Confusing Economic Realities with Imperiousness
A caller to WPRO’s John Depetro today reproached the East Providence School Committee for failing to engage the teachers union in substantive negotiations and, instead, simply “dictating” terms of a contract. Anthony Carcieri, Chair of the EP School Committee and John’s guest by telephone, explained that, faced with a $3m shortfall, the School Committee had given the teachers union free rein to work out that reduction any way it saw fit, presumably meaning: keep the same number of employee and reduce their pay, reduce the number of employees or a combination of both.
When a company in the Dreaded Private Sector (as Howie Carr calls it) hits bad times and has to reduce labor costs, it doesn’t generally “negotiate”. If it has the luxury of keeping all employees, it goes to them and says, “Sorry, we have to reduce your pay.” At that point, the employee can choose to stay or quit.

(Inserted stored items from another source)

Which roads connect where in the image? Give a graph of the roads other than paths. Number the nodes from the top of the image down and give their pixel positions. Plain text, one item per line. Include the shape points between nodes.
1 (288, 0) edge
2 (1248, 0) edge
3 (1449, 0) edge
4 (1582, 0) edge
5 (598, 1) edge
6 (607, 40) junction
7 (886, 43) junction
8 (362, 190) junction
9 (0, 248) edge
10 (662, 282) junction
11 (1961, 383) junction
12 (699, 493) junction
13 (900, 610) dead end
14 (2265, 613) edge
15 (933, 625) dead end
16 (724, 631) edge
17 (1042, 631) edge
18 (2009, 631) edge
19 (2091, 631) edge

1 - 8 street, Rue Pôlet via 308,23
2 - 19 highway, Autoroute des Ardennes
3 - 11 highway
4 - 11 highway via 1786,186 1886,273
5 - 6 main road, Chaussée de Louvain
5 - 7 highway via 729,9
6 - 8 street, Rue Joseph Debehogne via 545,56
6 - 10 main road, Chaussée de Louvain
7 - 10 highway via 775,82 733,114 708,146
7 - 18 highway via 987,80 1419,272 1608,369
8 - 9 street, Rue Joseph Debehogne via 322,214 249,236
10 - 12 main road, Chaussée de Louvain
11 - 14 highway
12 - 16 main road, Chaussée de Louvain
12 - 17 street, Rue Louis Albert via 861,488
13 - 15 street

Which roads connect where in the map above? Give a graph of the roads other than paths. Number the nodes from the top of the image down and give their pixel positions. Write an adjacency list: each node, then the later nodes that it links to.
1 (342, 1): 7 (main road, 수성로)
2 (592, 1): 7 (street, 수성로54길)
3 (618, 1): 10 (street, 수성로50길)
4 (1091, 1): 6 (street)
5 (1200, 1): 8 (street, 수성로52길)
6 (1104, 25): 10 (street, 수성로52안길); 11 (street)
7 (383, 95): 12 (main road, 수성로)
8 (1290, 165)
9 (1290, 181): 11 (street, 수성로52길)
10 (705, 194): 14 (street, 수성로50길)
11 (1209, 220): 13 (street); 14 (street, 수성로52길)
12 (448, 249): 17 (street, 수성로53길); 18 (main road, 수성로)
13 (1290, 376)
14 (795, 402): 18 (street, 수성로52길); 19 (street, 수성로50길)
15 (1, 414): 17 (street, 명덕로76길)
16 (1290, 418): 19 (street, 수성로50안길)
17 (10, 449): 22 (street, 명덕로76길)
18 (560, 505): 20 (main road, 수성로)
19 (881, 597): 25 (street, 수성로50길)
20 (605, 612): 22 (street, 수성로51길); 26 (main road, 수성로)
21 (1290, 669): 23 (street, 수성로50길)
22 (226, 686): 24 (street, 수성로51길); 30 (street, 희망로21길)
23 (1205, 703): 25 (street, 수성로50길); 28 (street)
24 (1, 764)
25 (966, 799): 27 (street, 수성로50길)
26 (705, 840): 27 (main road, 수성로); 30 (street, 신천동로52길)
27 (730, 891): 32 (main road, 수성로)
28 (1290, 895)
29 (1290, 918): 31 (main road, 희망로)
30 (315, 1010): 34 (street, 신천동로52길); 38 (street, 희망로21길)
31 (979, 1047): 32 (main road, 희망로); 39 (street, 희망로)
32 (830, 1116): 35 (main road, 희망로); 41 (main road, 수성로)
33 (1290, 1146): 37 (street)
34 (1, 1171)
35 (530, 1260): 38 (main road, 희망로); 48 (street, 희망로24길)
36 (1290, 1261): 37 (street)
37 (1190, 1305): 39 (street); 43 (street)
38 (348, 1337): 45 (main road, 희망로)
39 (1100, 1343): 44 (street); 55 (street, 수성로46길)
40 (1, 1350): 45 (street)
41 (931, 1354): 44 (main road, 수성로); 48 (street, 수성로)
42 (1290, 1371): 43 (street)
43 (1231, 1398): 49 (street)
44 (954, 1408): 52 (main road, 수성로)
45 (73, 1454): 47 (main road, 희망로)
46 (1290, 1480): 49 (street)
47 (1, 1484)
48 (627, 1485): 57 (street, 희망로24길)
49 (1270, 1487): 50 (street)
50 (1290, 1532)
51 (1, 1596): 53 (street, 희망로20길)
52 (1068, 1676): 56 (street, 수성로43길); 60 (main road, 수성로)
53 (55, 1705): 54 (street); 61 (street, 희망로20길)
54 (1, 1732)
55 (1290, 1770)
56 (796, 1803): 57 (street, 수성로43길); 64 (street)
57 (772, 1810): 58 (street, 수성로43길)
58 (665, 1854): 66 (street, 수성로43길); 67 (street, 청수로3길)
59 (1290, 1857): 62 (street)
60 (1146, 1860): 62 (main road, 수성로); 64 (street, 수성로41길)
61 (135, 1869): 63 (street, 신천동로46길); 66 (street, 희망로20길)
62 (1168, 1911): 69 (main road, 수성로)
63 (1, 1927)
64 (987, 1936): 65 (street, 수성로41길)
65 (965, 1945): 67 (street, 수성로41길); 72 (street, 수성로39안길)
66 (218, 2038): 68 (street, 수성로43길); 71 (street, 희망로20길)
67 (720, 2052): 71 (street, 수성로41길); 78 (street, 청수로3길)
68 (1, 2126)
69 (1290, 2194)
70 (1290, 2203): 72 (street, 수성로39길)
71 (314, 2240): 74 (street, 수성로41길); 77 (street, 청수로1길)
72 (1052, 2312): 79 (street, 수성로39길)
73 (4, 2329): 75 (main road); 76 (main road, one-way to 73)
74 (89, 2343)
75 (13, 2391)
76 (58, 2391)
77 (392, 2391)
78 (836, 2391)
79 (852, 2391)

This is the situation that East Providence and many communities now find themselves in. As with private sector employers, cities and towns do not seek, on some arbitrary basis, to place themselves and their employees in this difficult position so as to showboat or “dictate”. The position, rather, is imposed by stark fiscal realities. The sooner this critical distinction is recognized (and some public labor unions around the state have done so, to their credit), the sooner steps can be taken to avoid even more stringent measures – measures, again, that would be dictated not by an arbitrary government body but by certain fiscal realities.